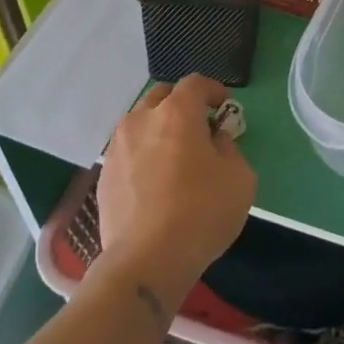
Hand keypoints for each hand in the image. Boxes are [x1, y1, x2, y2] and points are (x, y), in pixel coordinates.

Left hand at [94, 75, 256, 312]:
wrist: (146, 260)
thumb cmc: (202, 212)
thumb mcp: (240, 177)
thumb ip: (229, 149)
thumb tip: (214, 142)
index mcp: (176, 113)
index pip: (195, 83)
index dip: (213, 89)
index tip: (224, 106)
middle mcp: (141, 121)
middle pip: (161, 96)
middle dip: (182, 104)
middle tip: (199, 127)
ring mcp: (117, 148)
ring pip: (140, 123)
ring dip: (159, 129)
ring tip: (175, 155)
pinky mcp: (103, 176)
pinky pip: (128, 152)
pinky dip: (144, 154)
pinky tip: (156, 181)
● ● ● ●
_WHAT THE TASK ASKS_: A complete answer gives every line of the records holding "pinky".

_ANSWER AREA_:
pinky mcp: (103, 176)
pinky pip: (128, 152)
pinky dip: (144, 154)
pinky tip: (156, 181)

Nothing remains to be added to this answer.